--- Material for this exercise ---

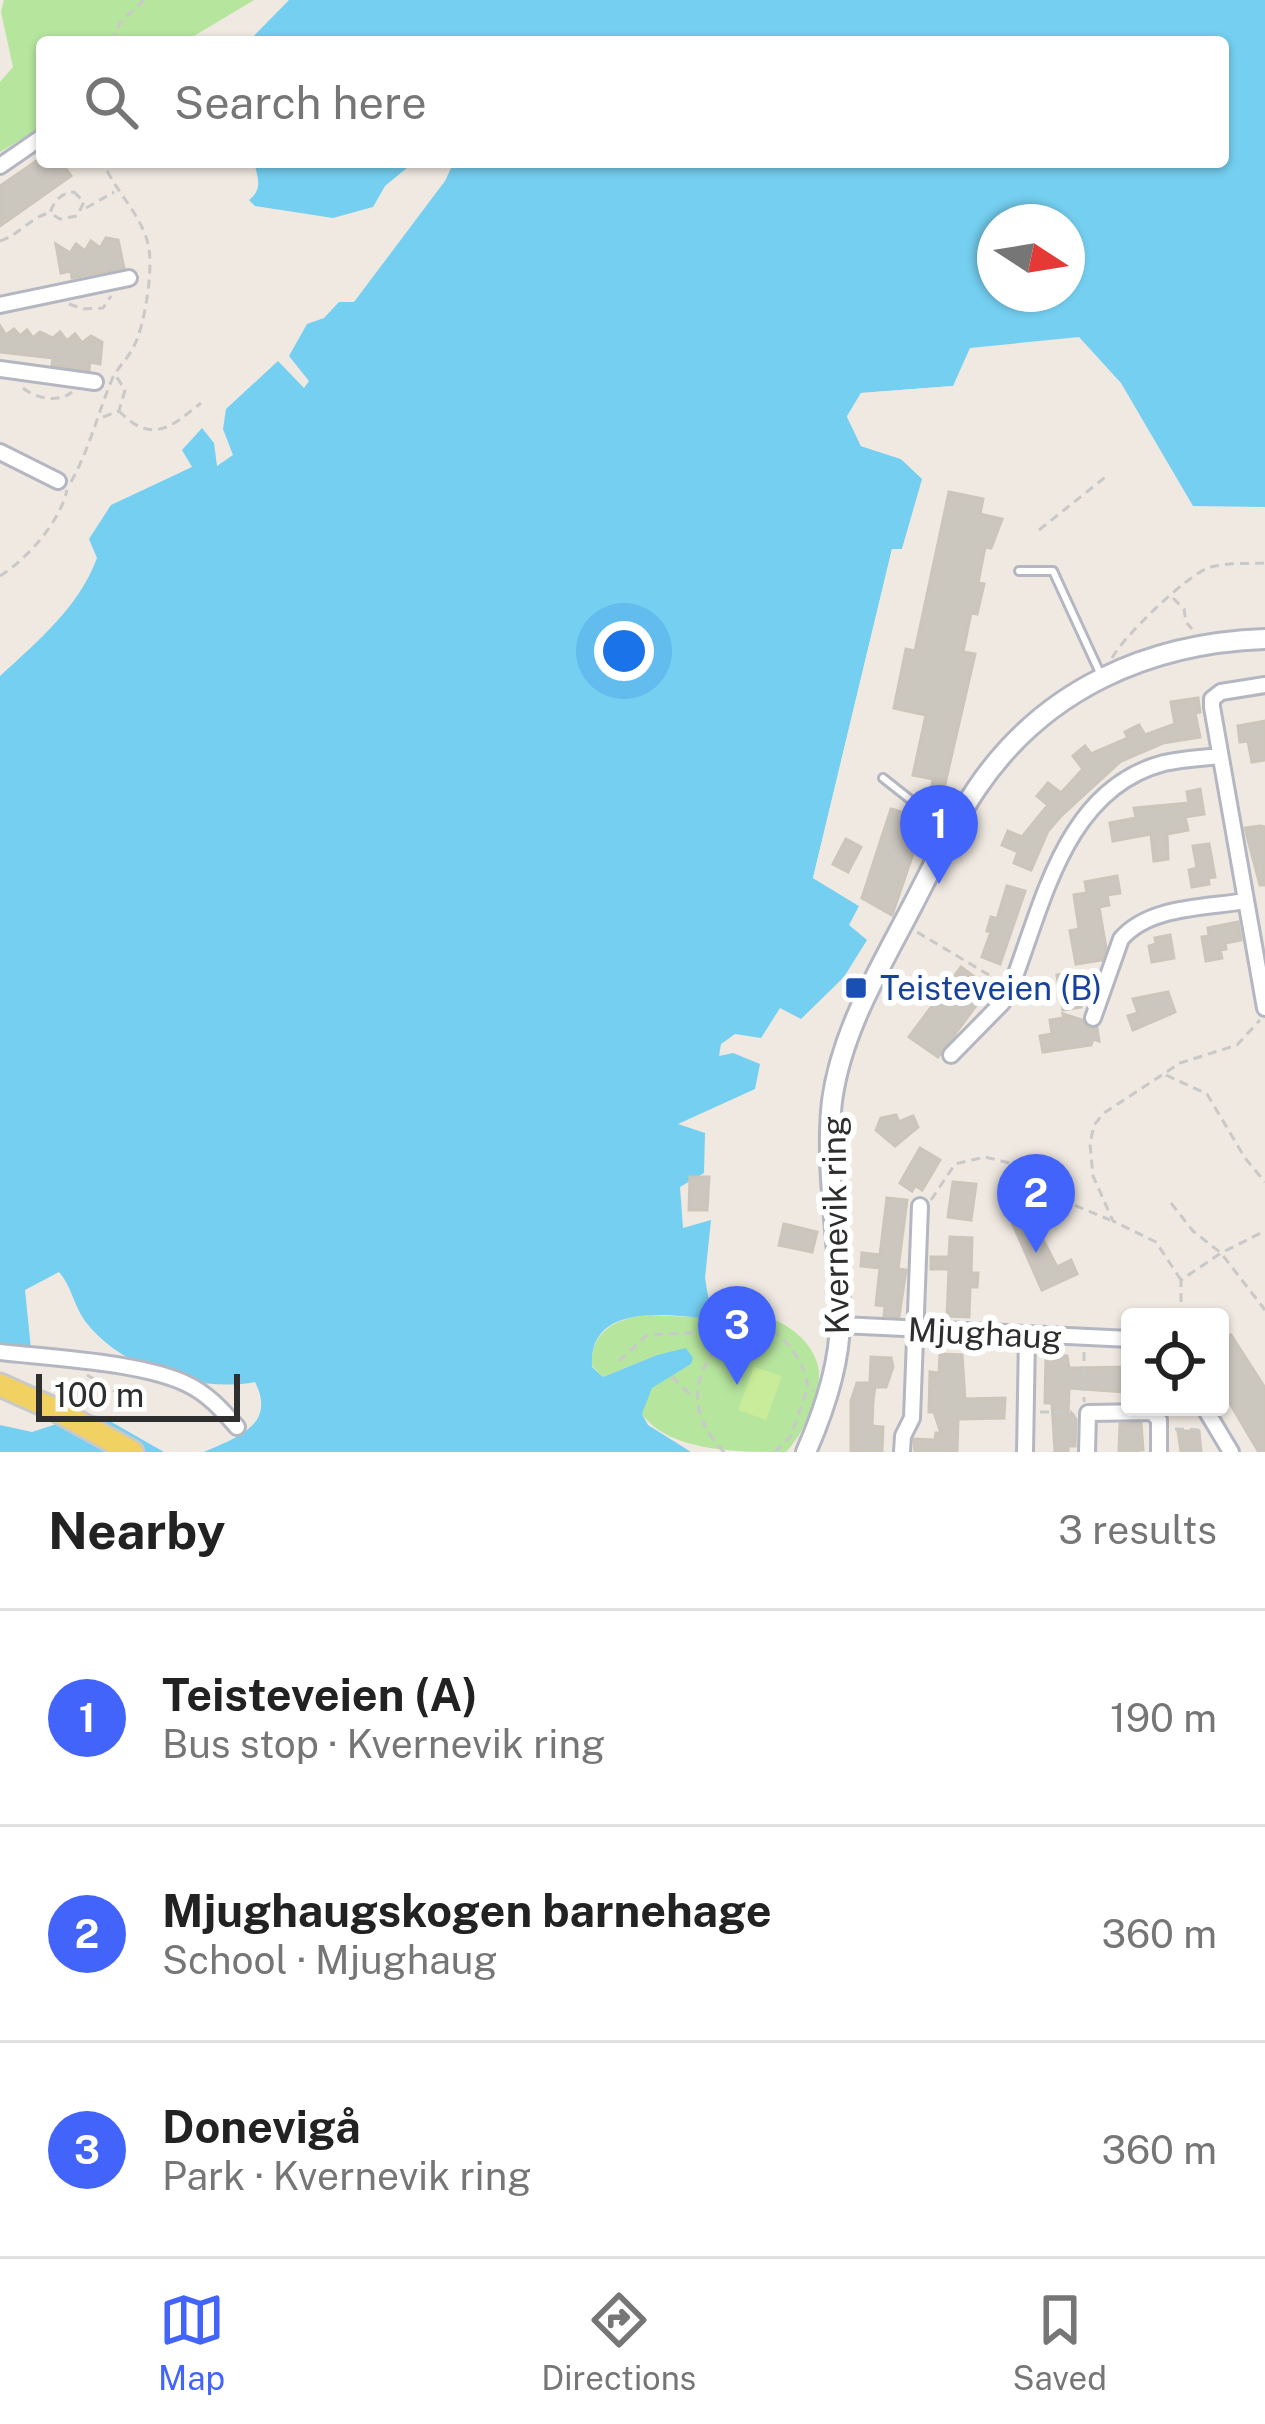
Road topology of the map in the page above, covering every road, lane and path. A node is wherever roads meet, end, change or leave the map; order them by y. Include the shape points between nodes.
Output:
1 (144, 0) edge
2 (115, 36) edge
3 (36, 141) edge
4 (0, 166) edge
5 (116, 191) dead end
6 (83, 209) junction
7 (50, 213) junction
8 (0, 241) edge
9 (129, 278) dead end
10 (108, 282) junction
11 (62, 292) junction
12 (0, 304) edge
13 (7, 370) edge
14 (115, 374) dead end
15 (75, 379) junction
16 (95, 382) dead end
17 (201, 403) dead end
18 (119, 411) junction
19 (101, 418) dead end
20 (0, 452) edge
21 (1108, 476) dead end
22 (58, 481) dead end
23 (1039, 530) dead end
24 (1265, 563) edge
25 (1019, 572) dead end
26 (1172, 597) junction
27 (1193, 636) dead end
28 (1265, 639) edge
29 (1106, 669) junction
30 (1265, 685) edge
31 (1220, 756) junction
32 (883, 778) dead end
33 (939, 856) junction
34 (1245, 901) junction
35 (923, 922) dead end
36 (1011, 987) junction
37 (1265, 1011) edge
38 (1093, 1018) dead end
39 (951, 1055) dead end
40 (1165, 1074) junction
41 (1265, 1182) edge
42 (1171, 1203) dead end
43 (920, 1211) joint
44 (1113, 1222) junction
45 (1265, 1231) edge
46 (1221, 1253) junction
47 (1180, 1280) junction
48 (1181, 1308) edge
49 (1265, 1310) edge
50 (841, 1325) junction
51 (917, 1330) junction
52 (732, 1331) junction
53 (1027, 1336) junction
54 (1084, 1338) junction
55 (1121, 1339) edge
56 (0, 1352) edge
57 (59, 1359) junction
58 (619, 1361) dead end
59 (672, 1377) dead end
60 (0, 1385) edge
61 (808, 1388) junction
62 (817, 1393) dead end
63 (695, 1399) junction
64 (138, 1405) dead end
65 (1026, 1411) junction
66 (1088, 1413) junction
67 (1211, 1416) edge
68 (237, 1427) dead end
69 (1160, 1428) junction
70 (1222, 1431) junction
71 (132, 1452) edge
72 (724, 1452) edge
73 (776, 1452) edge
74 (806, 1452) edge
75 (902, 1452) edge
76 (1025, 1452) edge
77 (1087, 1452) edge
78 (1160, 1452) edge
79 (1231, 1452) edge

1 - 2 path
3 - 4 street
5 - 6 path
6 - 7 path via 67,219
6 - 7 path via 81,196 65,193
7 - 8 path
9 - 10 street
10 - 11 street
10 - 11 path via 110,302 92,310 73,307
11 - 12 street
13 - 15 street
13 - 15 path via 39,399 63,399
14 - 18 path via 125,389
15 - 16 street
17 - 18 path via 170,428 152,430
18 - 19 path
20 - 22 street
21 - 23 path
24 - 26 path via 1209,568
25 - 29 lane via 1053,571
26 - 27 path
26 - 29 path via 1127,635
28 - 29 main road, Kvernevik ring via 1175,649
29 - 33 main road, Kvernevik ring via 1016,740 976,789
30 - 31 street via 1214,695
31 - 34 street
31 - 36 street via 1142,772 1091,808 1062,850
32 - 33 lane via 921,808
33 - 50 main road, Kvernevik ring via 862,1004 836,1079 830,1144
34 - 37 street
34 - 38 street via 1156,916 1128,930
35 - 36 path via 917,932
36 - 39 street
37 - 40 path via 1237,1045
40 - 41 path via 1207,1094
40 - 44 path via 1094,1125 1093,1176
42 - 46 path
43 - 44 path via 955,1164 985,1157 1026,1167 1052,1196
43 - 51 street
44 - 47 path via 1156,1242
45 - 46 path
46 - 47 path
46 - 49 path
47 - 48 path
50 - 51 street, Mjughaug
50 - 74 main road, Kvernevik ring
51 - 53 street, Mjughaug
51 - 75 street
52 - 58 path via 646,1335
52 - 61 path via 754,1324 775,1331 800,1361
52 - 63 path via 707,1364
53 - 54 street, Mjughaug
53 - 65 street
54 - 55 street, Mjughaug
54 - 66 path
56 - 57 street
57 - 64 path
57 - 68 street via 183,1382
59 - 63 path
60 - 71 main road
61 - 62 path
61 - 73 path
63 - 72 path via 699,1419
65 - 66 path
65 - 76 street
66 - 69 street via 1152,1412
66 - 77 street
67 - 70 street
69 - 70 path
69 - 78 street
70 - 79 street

---

What needs to be done
Look through the data above and return each line where the string "Kvernevik" occurs.

Task response
28 - 29 main road, Kvernevik ring via 1175,649
29 - 33 main road, Kvernevik ring via 1016,740 976,789
33 - 50 main road, Kvernevik ring via 862,1004 836,1079 830,1144
50 - 74 main road, Kvernevik ring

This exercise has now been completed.